*Work instruction:*
Only a number is required: the count of lines in the material below that contain "this".

•••••

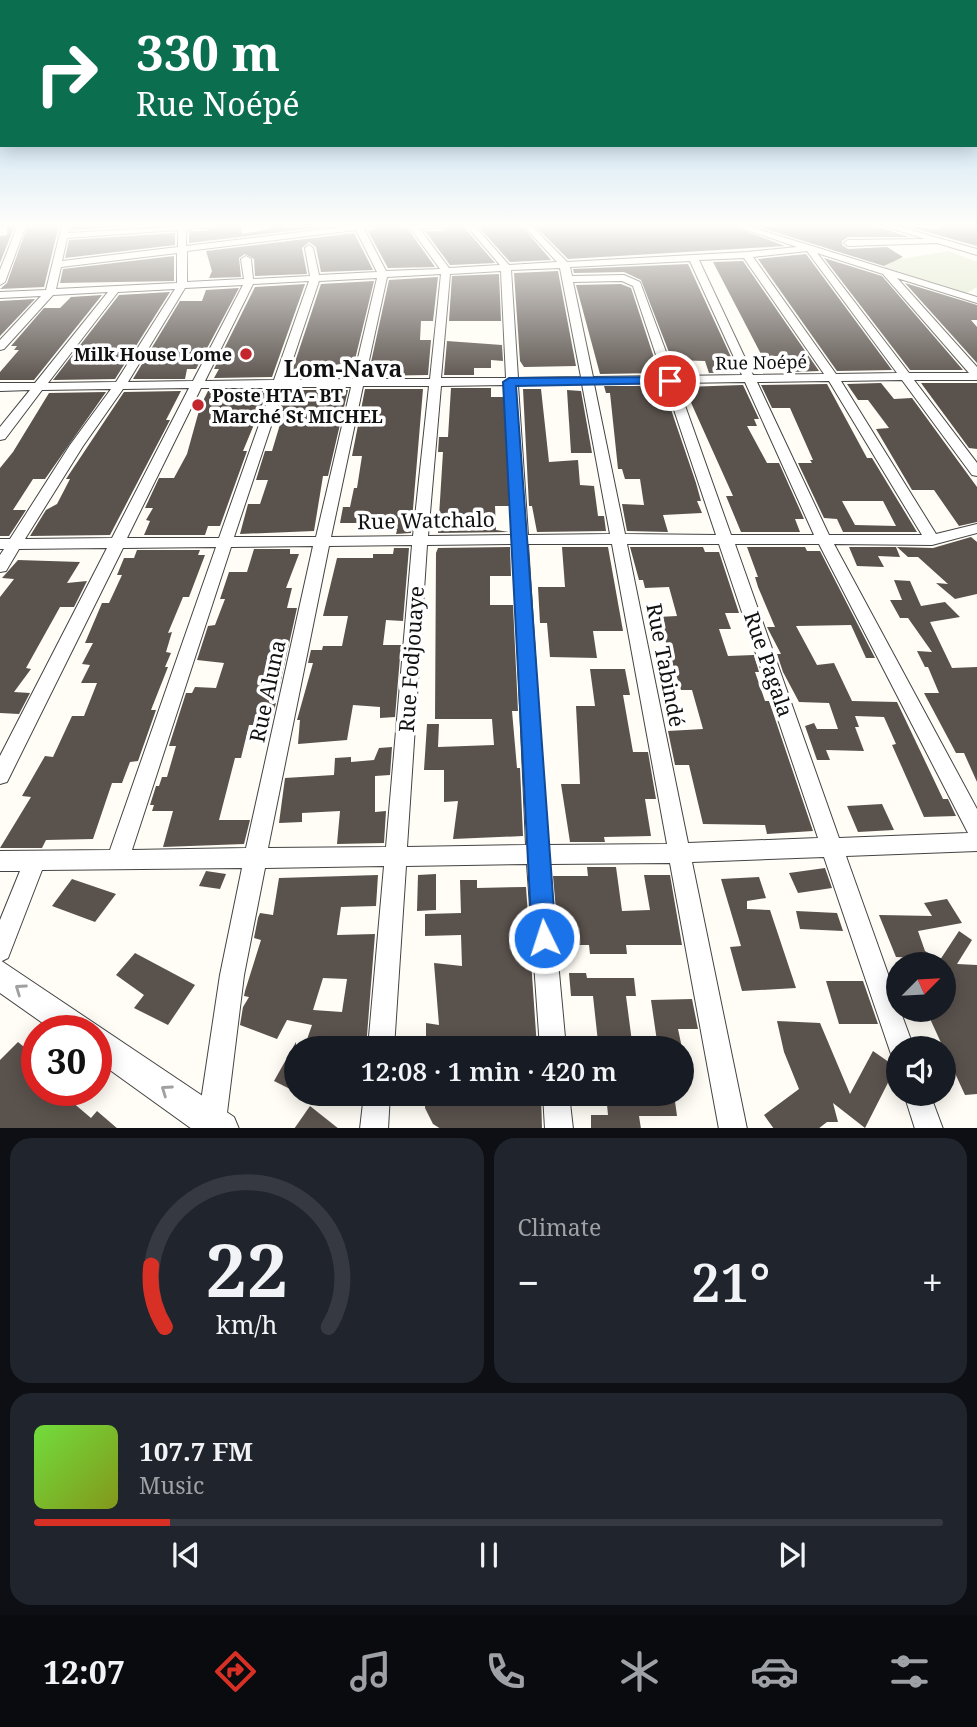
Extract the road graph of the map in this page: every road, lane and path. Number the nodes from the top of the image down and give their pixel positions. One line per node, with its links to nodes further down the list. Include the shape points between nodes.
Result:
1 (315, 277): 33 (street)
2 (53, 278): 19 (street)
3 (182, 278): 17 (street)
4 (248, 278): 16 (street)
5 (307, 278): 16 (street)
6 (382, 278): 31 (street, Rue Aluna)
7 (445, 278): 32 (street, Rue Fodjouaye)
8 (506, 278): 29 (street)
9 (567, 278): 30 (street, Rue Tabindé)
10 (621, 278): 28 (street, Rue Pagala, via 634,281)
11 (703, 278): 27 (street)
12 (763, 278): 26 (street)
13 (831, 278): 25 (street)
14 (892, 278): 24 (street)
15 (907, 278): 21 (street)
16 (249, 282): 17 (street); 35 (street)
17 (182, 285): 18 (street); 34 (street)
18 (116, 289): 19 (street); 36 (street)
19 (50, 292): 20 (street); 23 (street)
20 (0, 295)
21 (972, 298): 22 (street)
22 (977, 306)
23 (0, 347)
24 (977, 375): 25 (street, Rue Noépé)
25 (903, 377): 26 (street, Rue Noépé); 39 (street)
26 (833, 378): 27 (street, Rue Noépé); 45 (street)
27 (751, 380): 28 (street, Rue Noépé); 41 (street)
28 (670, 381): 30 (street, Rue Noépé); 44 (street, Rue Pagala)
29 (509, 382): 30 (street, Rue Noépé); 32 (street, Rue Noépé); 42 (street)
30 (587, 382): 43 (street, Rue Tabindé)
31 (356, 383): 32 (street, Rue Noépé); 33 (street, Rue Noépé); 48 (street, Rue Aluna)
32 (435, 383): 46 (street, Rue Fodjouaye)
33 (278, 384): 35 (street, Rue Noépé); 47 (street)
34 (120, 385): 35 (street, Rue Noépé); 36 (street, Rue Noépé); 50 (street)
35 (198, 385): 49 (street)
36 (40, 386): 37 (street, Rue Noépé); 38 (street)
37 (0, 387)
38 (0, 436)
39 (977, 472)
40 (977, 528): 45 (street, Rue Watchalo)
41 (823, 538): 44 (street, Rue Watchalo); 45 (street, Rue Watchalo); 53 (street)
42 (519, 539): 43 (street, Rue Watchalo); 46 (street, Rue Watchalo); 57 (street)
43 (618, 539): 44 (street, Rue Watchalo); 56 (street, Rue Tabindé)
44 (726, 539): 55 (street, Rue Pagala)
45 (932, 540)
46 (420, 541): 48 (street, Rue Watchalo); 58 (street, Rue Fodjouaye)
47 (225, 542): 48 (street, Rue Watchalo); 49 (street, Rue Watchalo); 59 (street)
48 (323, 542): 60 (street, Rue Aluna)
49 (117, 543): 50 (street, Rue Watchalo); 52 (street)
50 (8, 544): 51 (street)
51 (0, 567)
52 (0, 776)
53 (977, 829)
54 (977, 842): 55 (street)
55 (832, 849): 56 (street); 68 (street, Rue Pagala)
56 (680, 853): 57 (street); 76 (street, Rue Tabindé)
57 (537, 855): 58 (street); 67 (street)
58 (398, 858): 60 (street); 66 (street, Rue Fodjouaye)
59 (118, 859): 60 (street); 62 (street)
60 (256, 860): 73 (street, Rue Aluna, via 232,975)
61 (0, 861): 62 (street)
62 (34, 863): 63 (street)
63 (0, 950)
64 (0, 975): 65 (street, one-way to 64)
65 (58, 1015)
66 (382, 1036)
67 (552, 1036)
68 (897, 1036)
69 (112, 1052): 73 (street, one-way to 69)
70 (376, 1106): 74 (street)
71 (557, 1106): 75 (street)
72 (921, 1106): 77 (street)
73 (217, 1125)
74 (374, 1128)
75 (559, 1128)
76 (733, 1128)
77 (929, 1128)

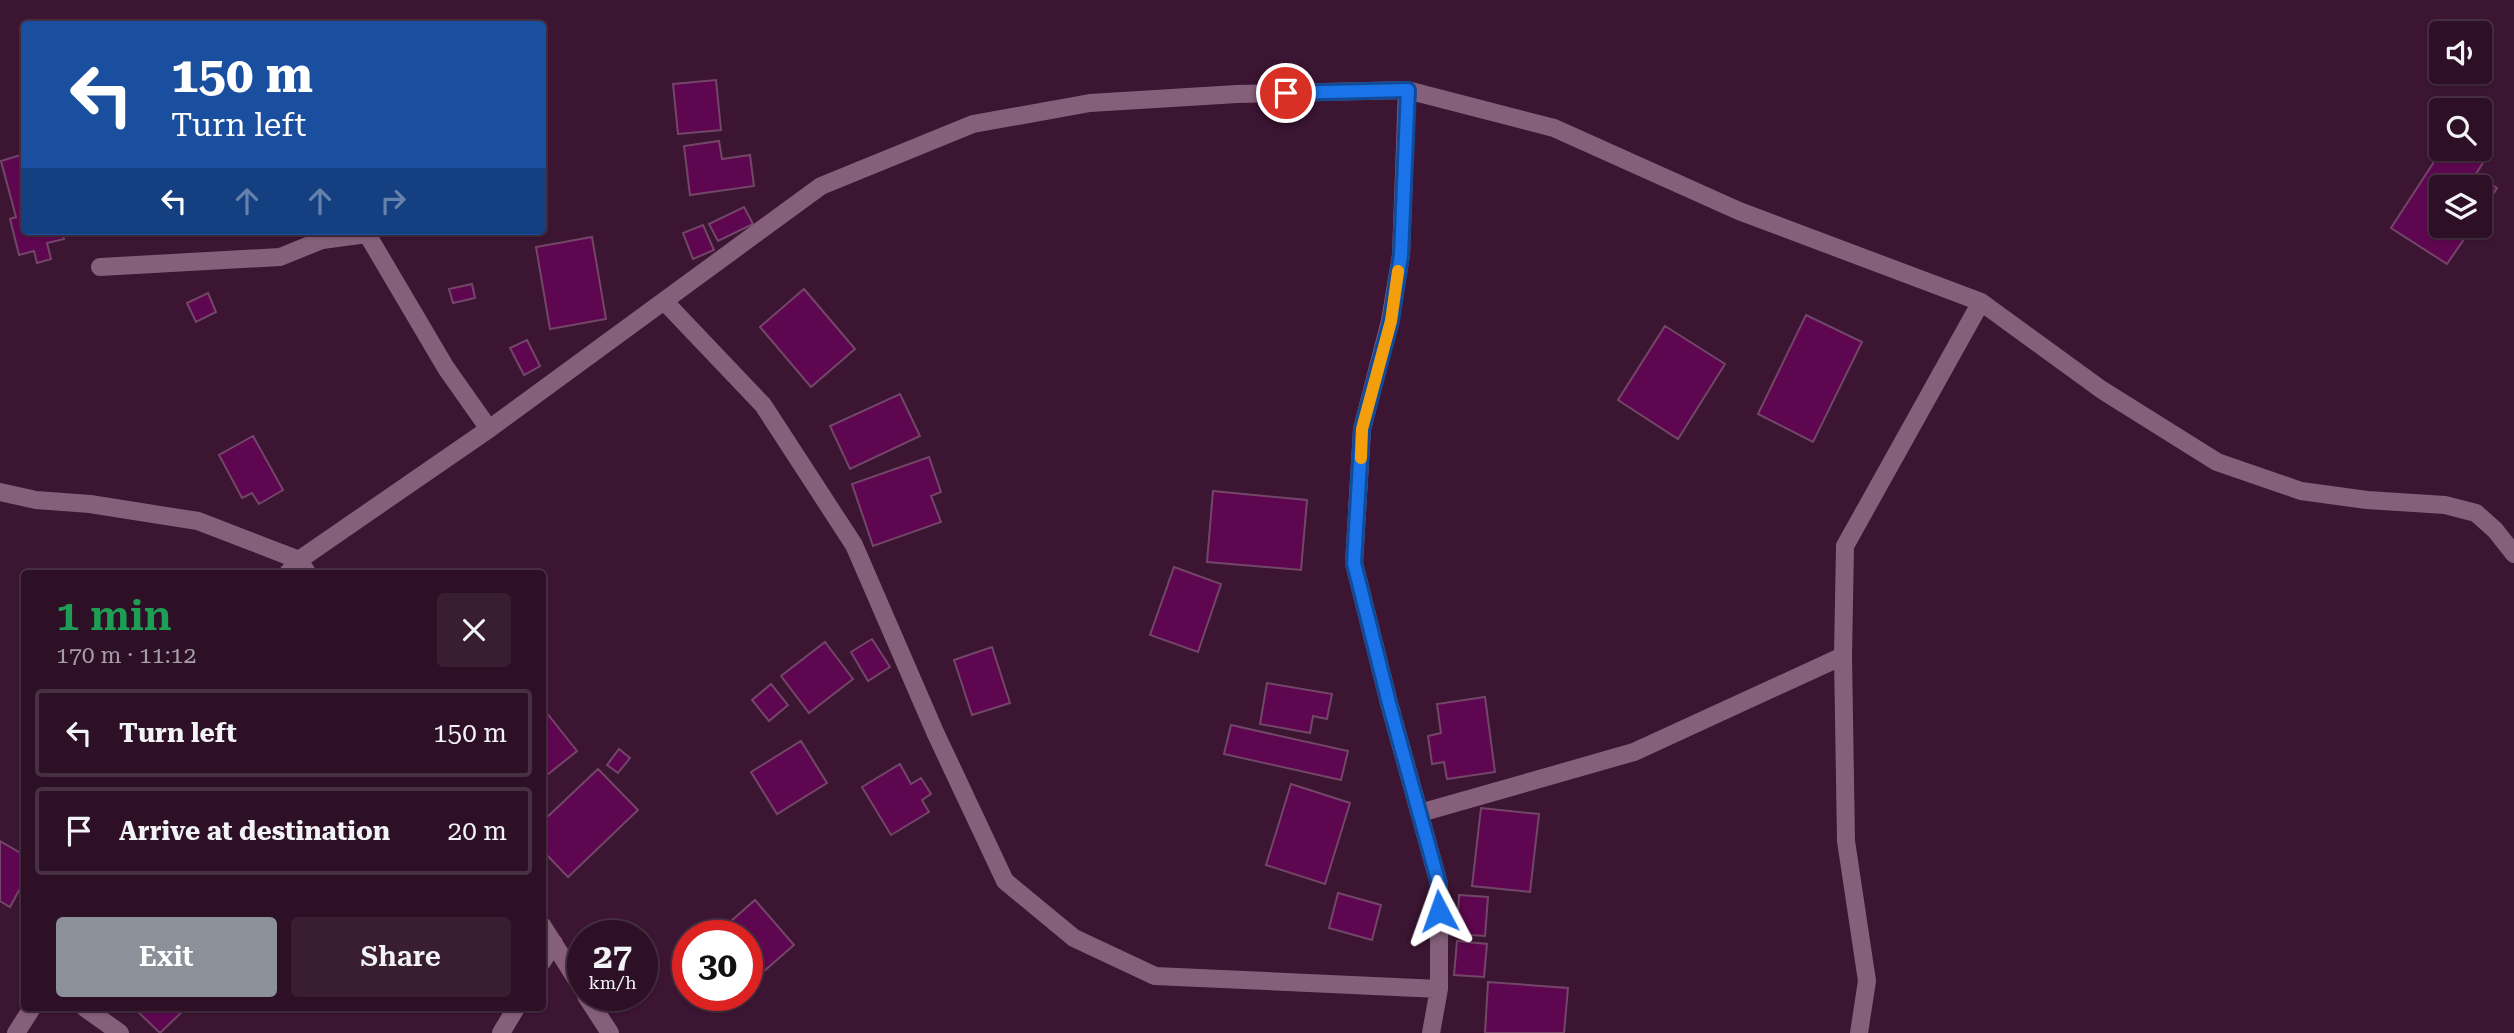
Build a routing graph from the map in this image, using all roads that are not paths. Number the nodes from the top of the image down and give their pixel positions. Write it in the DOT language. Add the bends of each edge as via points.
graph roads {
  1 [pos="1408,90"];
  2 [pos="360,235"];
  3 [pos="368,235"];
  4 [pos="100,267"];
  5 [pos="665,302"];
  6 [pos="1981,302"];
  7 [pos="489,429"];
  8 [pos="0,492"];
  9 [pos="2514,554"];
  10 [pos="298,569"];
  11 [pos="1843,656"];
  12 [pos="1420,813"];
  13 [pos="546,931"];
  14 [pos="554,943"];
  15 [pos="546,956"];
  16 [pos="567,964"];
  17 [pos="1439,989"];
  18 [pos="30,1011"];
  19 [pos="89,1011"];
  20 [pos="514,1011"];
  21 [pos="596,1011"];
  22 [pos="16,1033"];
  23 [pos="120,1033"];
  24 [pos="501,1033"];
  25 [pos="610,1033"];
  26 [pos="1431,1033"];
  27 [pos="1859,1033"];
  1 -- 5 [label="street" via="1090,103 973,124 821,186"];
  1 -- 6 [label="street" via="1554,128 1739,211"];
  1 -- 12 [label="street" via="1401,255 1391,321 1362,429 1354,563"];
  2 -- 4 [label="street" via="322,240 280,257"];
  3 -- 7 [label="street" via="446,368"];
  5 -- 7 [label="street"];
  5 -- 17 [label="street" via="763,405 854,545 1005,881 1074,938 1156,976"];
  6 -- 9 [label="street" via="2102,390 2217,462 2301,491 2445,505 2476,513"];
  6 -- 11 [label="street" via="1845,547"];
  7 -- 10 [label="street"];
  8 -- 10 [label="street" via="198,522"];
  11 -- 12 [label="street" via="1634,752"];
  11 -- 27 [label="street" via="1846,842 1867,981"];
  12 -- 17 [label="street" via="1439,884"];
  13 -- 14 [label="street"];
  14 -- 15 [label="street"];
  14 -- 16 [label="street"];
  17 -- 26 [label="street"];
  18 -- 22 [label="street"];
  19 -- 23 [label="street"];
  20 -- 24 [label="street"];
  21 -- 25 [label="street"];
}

•••••

*Response below:*
2